Hoe ziet het overgangsrecht er op hoofdlijnen uit?

Bestaande bezoldigingsafspraken boven het bij wet vastgestelde bezoldigingsmaximum, worden gedurende een termijn van vier jaar na het van toepassing worden van de wet onder voorwaarden gerespecteerd. Daarna moet de bezoldiging in drie jaar worden teruggebracht tot het voor de topfunctionaris geldende bezoldigingsmaximum. Er kan slechts één keer overgangsrecht worden toegepast op een bestaande bezoldigingsafspraak.

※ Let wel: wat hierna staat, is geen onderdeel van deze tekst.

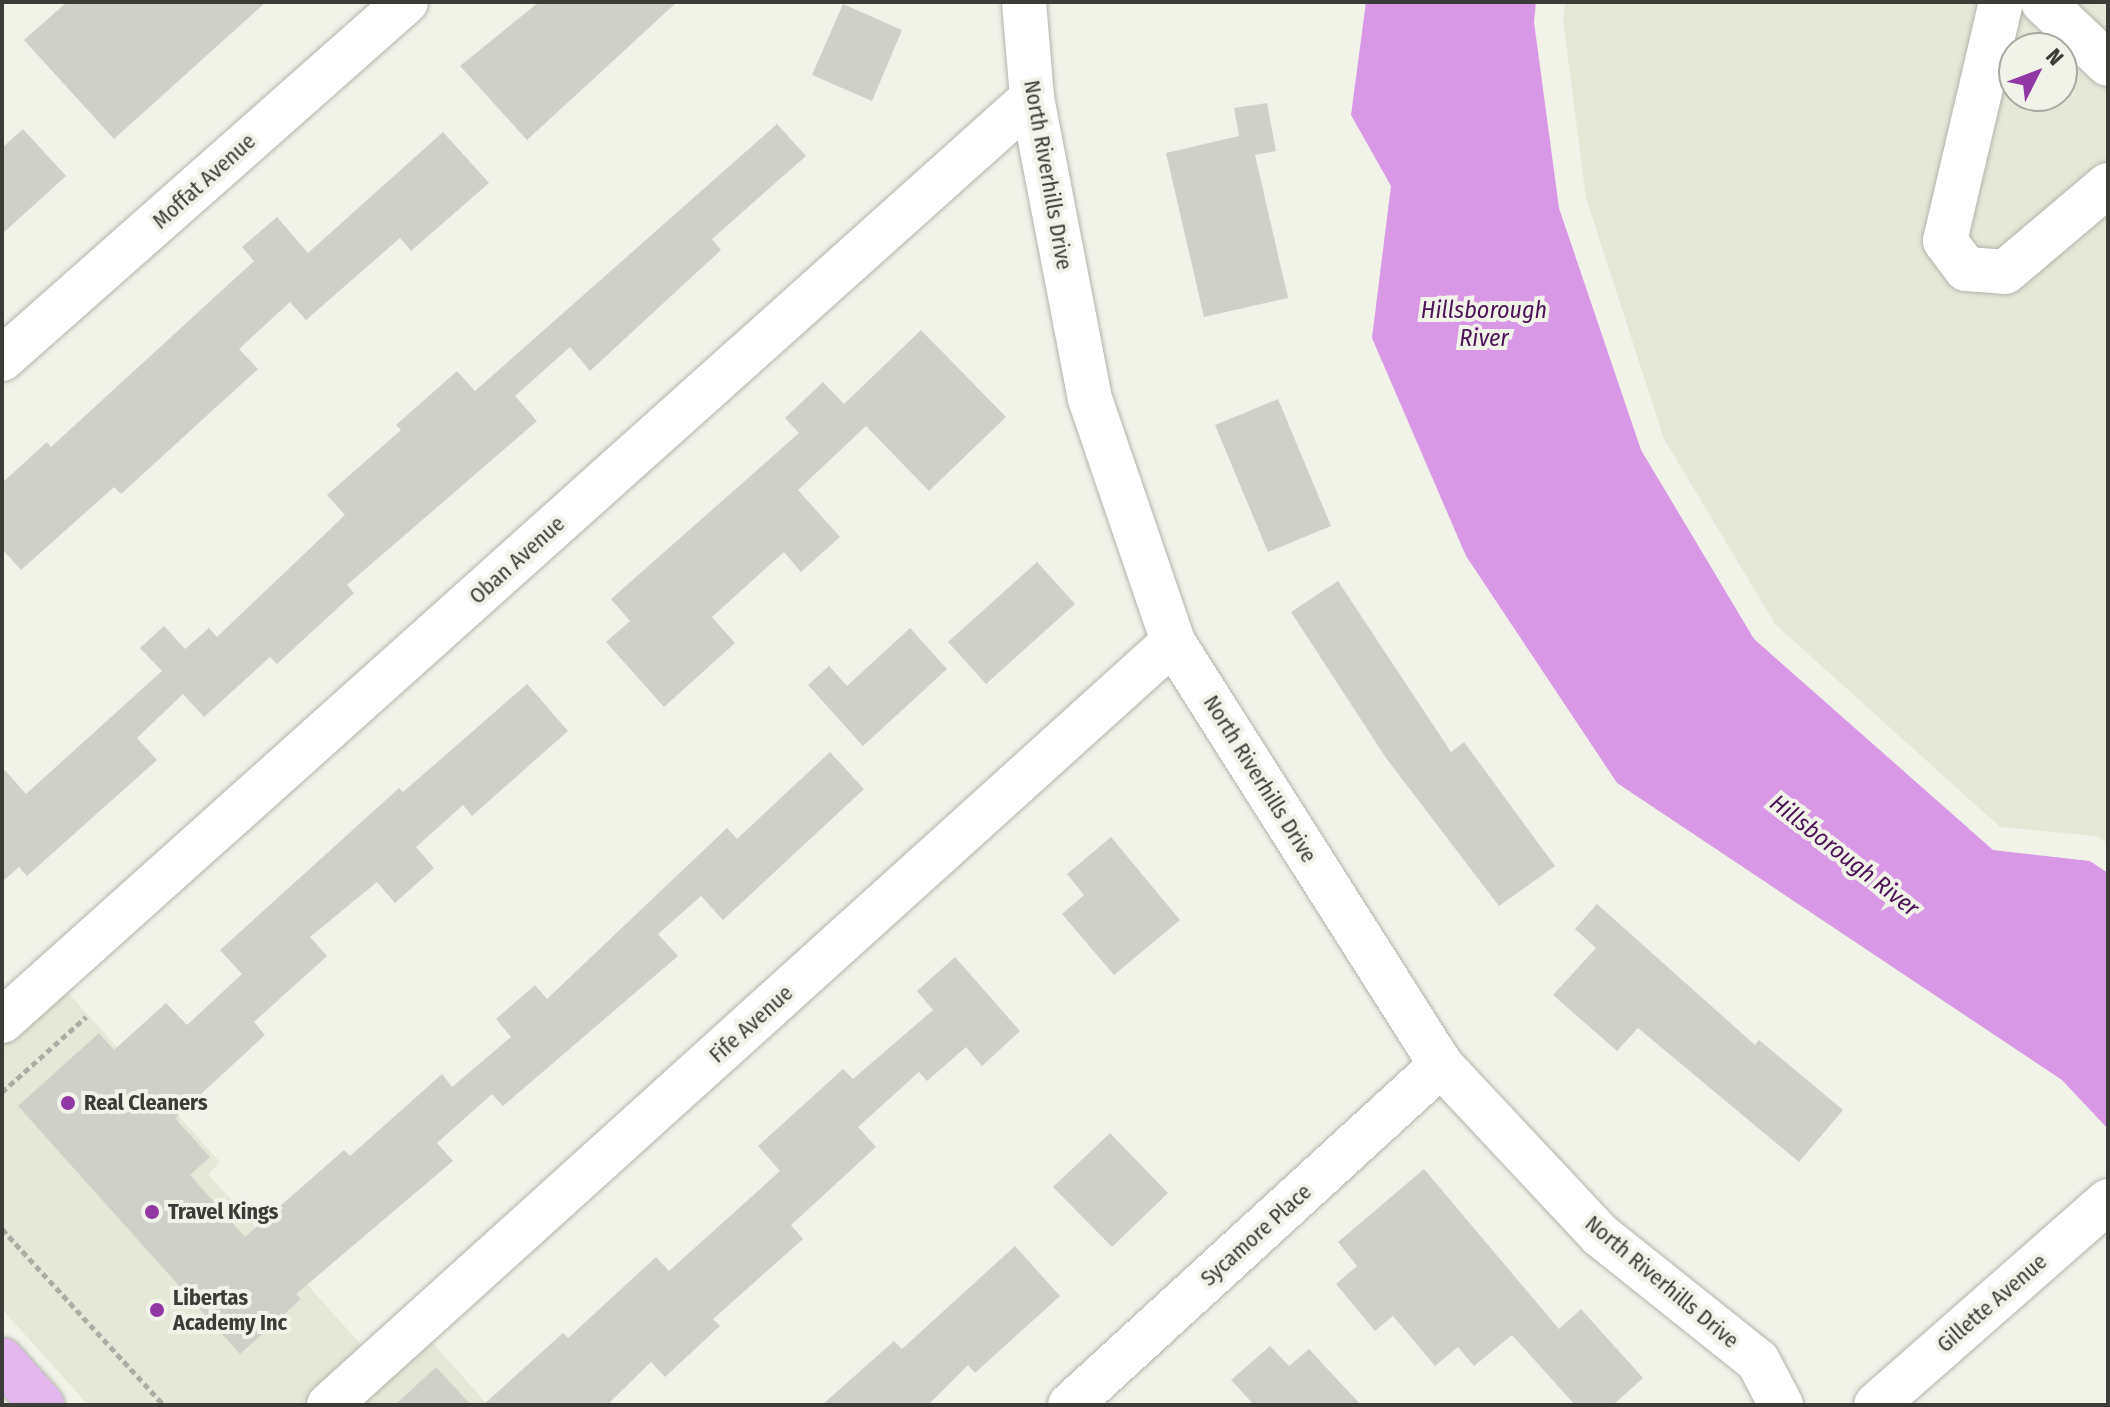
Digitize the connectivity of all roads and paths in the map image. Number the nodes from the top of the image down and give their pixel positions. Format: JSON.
{"nodes":[{"id":1,"x":406,"y":2,"type":"edge"},
{"id":2,"x":1024,"y":2,"type":"edge"},
{"id":3,"x":2001,"y":2,"type":"edge"},
{"id":4,"x":2043,"y":2,"type":"edge"},
{"id":5,"x":2108,"y":64,"type":"edge"},
{"id":6,"x":1032,"y":98,"type":"junction"},
{"id":7,"x":2108,"y":185,"type":"edge"},
{"id":8,"x":2,"y":359,"type":"edge"},
{"id":9,"x":1173,"y":642,"type":"junction"},
{"id":10,"x":86,"y":1017,"type":"dead end"},
{"id":11,"x":2,"y":1021,"type":"edge"},
{"id":12,"x":1441,"y":1065,"type":"junction"},
{"id":13,"x":2,"y":1092,"type":"edge"},
{"id":14,"x":2108,"y":1201,"type":"edge"},
{"id":15,"x":2,"y":1229,"type":"edge"},
{"id":16,"x":2,"y":1360,"type":"edge"},
{"id":17,"x":42,"y":1405,"type":"edge"},
{"id":18,"x":164,"y":1405,"type":"edge"},
{"id":19,"x":329,"y":1405,"type":"edge"},
{"id":20,"x":1070,"y":1405,"type":"edge"},
{"id":21,"x":1781,"y":1405,"type":"edge"},
{"id":22,"x":1876,"y":1405,"type":"edge"}],
"edges":[{"from":1,"to":8,"type":"street","name":"Moffat Avenue"},
{"from":2,"to":6,"type":"street","name":"North Riverhills Drive"},
{"from":3,"to":7,"type":"street"},
{"from":4,"to":5,"type":"street"},
{"from":6,"to":9,"type":"street","name":"North Riverhills Drive"},
{"from":6,"to":11,"type":"street","name":"Oban Avenue"},
{"from":9,"to":12,"type":"street","name":"North Riverhills Drive"},
{"from":9,"to":19,"type":"street","name":"Fife Avenue"},
{"from":10,"to":13,"type":"path"},
{"from":12,"to":20,"type":"street","name":"Sycamore Place"},
{"from":12,"to":21,"type":"street","name":"North Riverhills Drive"},
{"from":14,"to":22,"type":"street","name":"Gillette Avenue"},
{"from":15,"to":18,"type":"path"},
{"from":16,"to":17,"type":"main road"}]}
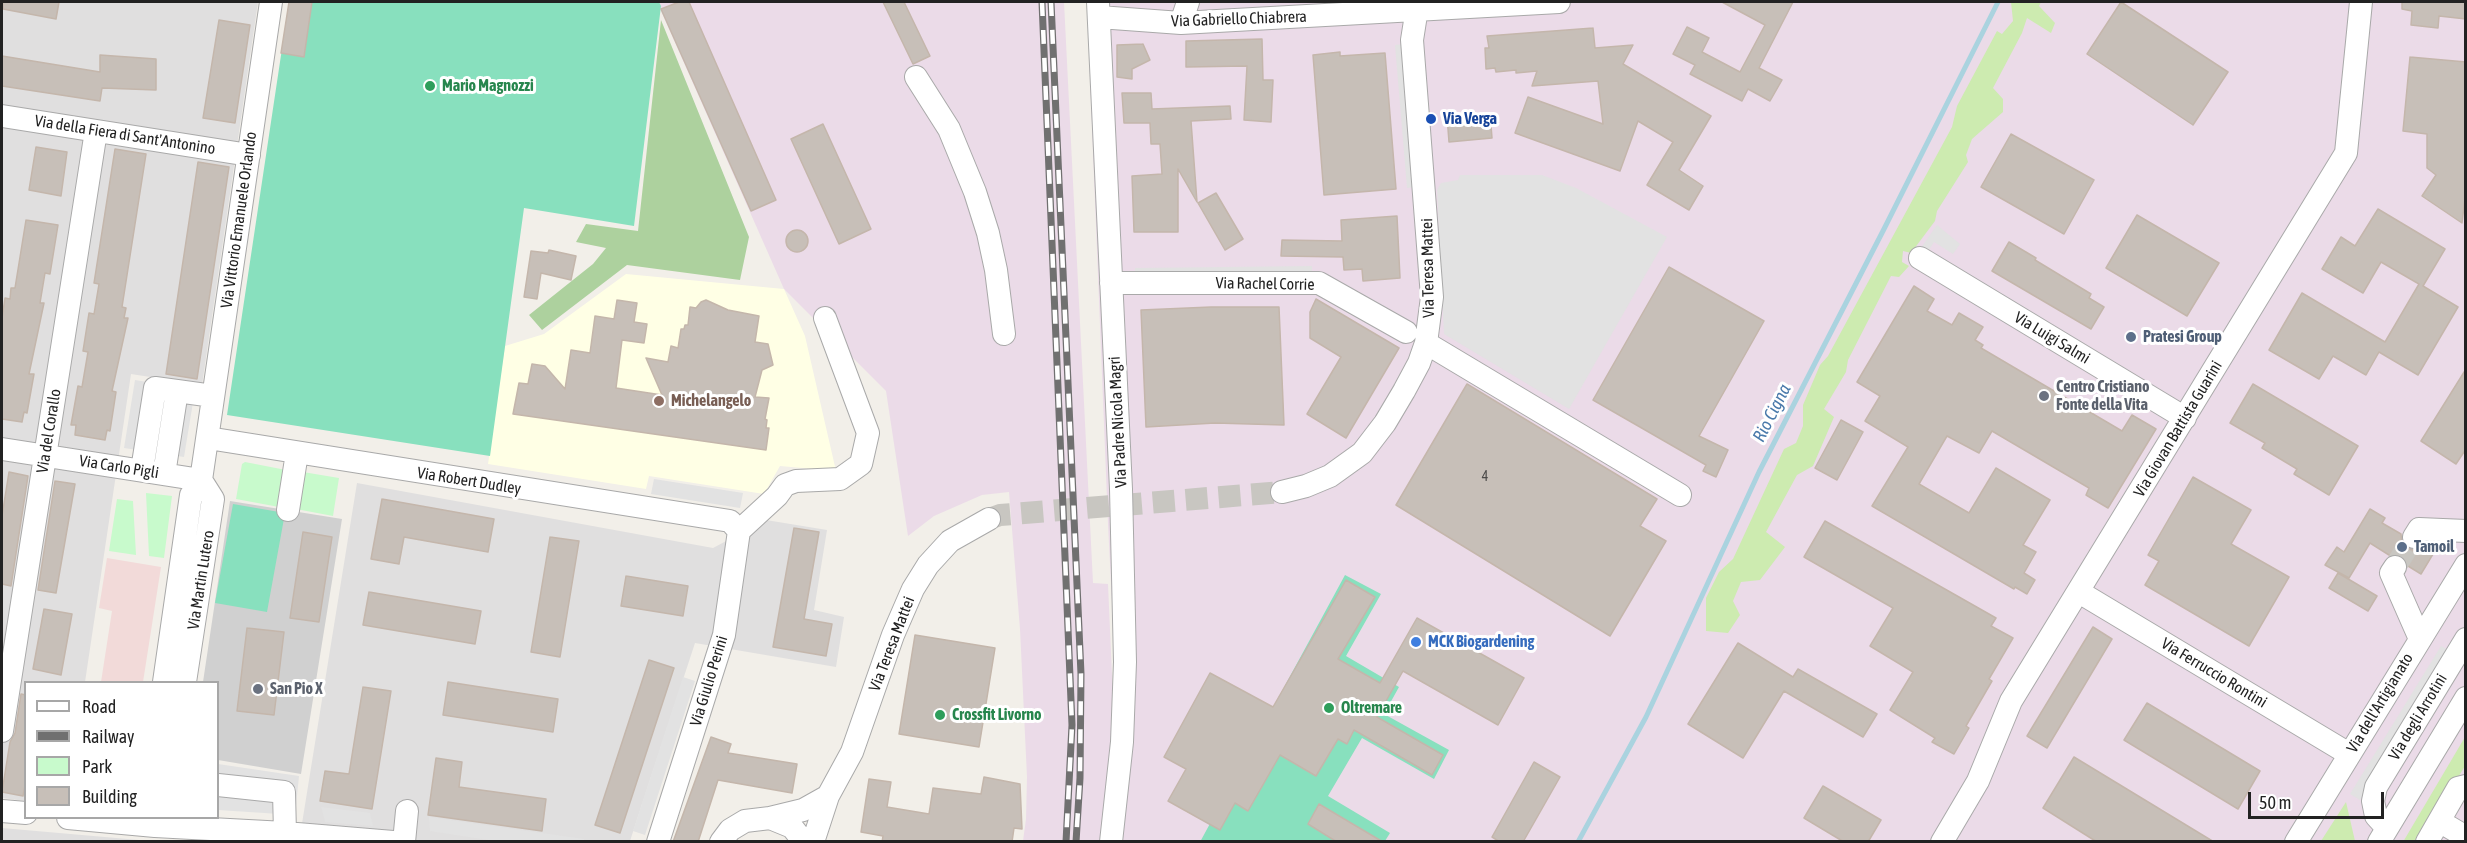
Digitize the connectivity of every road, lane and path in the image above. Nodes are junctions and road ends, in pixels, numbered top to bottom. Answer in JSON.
{"nodes":[{"id":1,"x":271,"y":2,"type":"edge"},
{"id":2,"x":1559,"y":2,"type":"edge"},
{"id":3,"x":2361,"y":2,"type":"edge"},
{"id":4,"x":1417,"y":6,"type":"edge"},
{"id":5,"x":1351,"y":8,"type":"edge"},
{"id":6,"x":1099,"y":9,"type":"edge"},
{"id":7,"x":1184,"y":12,"type":"edge"},
{"id":8,"x":916,"y":77,"type":"dead end"},
{"id":9,"x":2,"y":116,"type":"edge"},
{"id":10,"x":96,"y":131,"type":"junction"},
{"id":11,"x":249,"y":155,"type":"junction"},
{"id":12,"x":1920,"y":258,"type":"dead end"},
{"id":13,"x":1111,"y":283,"type":"junction"},
{"id":14,"x":825,"y":318,"type":"dead end"},
{"id":15,"x":1406,"y":332,"type":"dead end"},
{"id":16,"x":1004,"y":334,"type":"dead end"},
{"id":17,"x":1426,"y":343,"type":"junction"},
{"id":18,"x":213,"y":396,"type":"junction"},
{"id":19,"x":2185,"y":418,"type":"junction"},
{"id":20,"x":208,"y":438,"type":"junction"},
{"id":21,"x":2,"y":449,"type":"edge"},
{"id":22,"x":297,"y":453,"type":"junction"},
{"id":23,"x":45,"y":456,"type":"junction"},
{"id":24,"x":153,"y":472,"type":"junction"},
{"id":25,"x":201,"y":480,"type":"junction"},
{"id":26,"x":1282,"y":492,"type":"tunnel mouth"},
{"id":27,"x":1680,"y":495,"type":"dead end"},
{"id":28,"x":288,"y":510,"type":"dead end"},
{"id":29,"x":989,"y":519,"type":"tunnel mouth"},
{"id":30,"x":734,"y":526,"type":"junction"},
{"id":31,"x":2466,"y":531,"type":"edge"},
{"id":32,"x":2414,"y":537,"type":"tunnel mouth"},
{"id":33,"x":2466,"y":565,"type":"edge"},
{"id":34,"x":2395,"y":567,"type":"tunnel mouth"},
{"id":35,"x":2079,"y":592,"type":"junction"},
{"id":36,"x":2420,"y":639,"type":"junction"},
{"id":37,"x":2466,"y":639,"type":"edge"},
{"id":38,"x":164,"y":681,"type":"edge"},
{"id":39,"x":185,"y":681,"type":"edge"},
{"id":40,"x":2466,"y":698,"type":"edge"},
{"id":41,"x":2,"y":731,"type":"edge"},
{"id":42,"x":2349,"y":754,"type":"junction"},
{"id":43,"x":219,"y":785,"type":"edge"},
{"id":44,"x":2466,"y":786,"type":"edge"},
{"id":45,"x":828,"y":796,"type":"junction"},
{"id":46,"x":2,"y":811,"type":"edge"},
{"id":47,"x":407,"y":812,"type":"dead end"},
{"id":48,"x":24,"y":813,"type":"edge"},
{"id":49,"x":770,"y":818,"type":"junction"},
{"id":50,"x":79,"y":819,"type":"edge"},
{"id":51,"x":2439,"y":821,"type":"junction"},
{"id":52,"x":154,"y":826,"type":"edge"},
{"id":53,"x":285,"y":832,"type":"junction"},
{"id":54,"x":2383,"y":835,"type":"edge"},
{"id":55,"x":2466,"y":837,"type":"edge"},
{"id":56,"x":384,"y":841,"type":"edge"},
{"id":57,"x":2296,"y":841,"type":"edge"},
{"id":58,"x":393,"y":842,"type":"edge"},
{"id":59,"x":404,"y":842,"type":"edge"},
{"id":60,"x":658,"y":842,"type":"edge"},
{"id":61,"x":722,"y":842,"type":"edge"},
{"id":62,"x":804,"y":842,"type":"edge"},
{"id":63,"x":813,"y":842,"type":"edge"},
{"id":64,"x":1111,"y":842,"type":"edge"},
{"id":65,"x":1942,"y":842,"type":"edge"},
{"id":66,"x":2427,"y":842,"type":"edge"}],
"edges":[{"from":1,"to":11,"type":"street","name":"Via Vittorio Emanuele Orlando"},
{"from":2,"to":4,"type":"street","name":"Via Gabriello Chiabrera"},
{"from":3,"to":19,"type":"street","name":"Via Giovan Battista Guarini"},
{"from":4,"to":5,"type":"street","name":"Via Gabriello Chiabrera"},
{"from":4,"to":17,"type":"street","name":"Via Teresa Mattei"},
{"from":5,"to":7,"type":"street","name":"Via Gabriello Chiabrera"},
{"from":6,"to":7,"type":"street","name":"Via Gabriello Chiabrera"},
{"from":6,"to":13,"type":"street","name":"Via Padre Nicola Magri"},
{"from":8,"to":16,"type":"street"},
{"from":9,"to":10,"type":"street","name":"Via della Fiera di Sant'Antonino"},
{"from":10,"to":11,"type":"street","name":"Via della Fiera di Sant'Antonino"},
{"from":10,"to":23,"type":"street","name":"Via del Corallo"},
{"from":11,"to":18,"type":"street","name":"Via Vittorio Emanuele Orlando"},
{"from":12,"to":19,"type":"street","name":"Via Luigi Salmi"},
{"from":13,"to":15,"type":"street","name":"Via Rachel Corrie"},
{"from":13,"to":64,"type":"street","name":"Via Padre Nicola Magri"},
{"from":14,"to":30,"type":"street"},
{"from":17,"to":26,"type":"street","name":"Via Teresa Mattei"},
{"from":17,"to":27,"type":"street"},
{"from":18,"to":20,"type":"street","name":"Via Vittorio Emanuele Orlando"},
{"from":18,"to":24,"type":"street"},
{"from":19,"to":35,"type":"street","name":"Via Giovan Battista Guarini"},
{"from":20,"to":22,"type":"street","name":"Via Robert Dudley"},
{"from":20,"to":25,"type":"street","name":"Via Martin Lutero"},
{"from":21,"to":23,"type":"street","name":"Via Carlo Pigli"},
{"from":22,"to":28,"type":"street"},
{"from":22,"to":30,"type":"street","name":"Via Robert Dudley"},
{"from":23,"to":24,"type":"street","name":"Via Carlo Pigli"},
{"from":23,"to":41,"type":"street","name":"Via del Corallo"},
{"from":24,"to":25,"type":"street","name":"Via Carlo Pigli"},
{"from":25,"to":38,"type":"street","name":"Via Martin Lutero"},
{"from":25,"to":39,"type":"street","name":"Via Martin Lutero"},
{"from":29,"to":45,"type":"street","name":"Via Teresa Mattei"},
{"from":30,"to":60,"type":"street","name":"Via Giulio Perini"},
{"from":31,"to":32,"type":"street"},
{"from":33,"to":36,"type":"street","name":"Via dell'Artigianato"},
{"from":34,"to":36,"type":"street"},
{"from":35,"to":42,"type":"street","name":"Via Ferruccio Rontini"},
{"from":35,"to":65,"type":"street","name":"Via Giovan Battista Guarini"},
{"from":36,"to":42,"type":"street","name":"Via dell'Artigianato"},
{"from":37,"to":54,"type":"street","name":"Via degli Arrotini"},
{"from":40,"to":54,"type":"street","name":"Via degli Arrotini"},
{"from":42,"to":57,"type":"street","name":"Via dell'Artigianato"},
{"from":43,"to":53,"type":"street"},
{"from":44,"to":51,"type":"street"},
{"from":45,"to":49,"type":"street"},
{"from":45,"to":63,"type":"street","name":"Via Teresa Mattei"},
{"from":46,"to":48,"type":"street"},
{"from":47,"to":59,"type":"street"},
{"from":49,"to":61,"type":"street"},
{"from":49,"to":62,"type":"street"},
{"from":50,"to":52,"type":"street"},
{"from":51,"to":55,"type":"street"},
{"from":51,"to":66,"type":"street"},
{"from":52,"to":53,"type":"street"},
{"from":53,"to":56,"type":"street"},
{"from":56,"to":58,"type":"street"}]}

Het overgangsrecht in verband met de inwerkingtreding van de WNT (2013), de Wet verlaging bezoldigingsmaximum WNT (2015-2016) en de sectorale regelgeving met klassen met lagere bezoldigingsmaxima (2014-2016) is per 1 januari 2023 geëxpireerd en dus materieel uitgewerkt. De beschrijving hiervan is om historische redenen gehandhaafd.

Gedetailleerde informatie over de afbouwschema’s volgend uit de Wet verlaging bezoldigingsmaximum WNT of de inwerkingtreding van sectorale regelgeving is te vinden op deze pagina.

Er kan in de volgende situaties, onder voorwaarden, nog steeds nieuw recht op het overgangsrecht ontstaan:

  • De invoering van klassen met lagere bezoldigingsmaxima bij ministeriële regeling voor rechtspersonen of instellingen die voorheen onder het algemeen bezoldigingsmaximum van artikel 2.3 WNT vielen.
  • De WNT wordt van toepassing op een rechtspersoon of instelling als gevolg van wijziging van de bijlage bij de WNT.
  • Een WNT-instelling wordt als gevolg van ongewijzigde criteria ingedeeld in een lagere bezoldigingsklasse op grond van een sectorale regeling.
  • De WNT wordt van toepassing op een rechtspersoon of instelling als gevolg van verlening van een subsidie.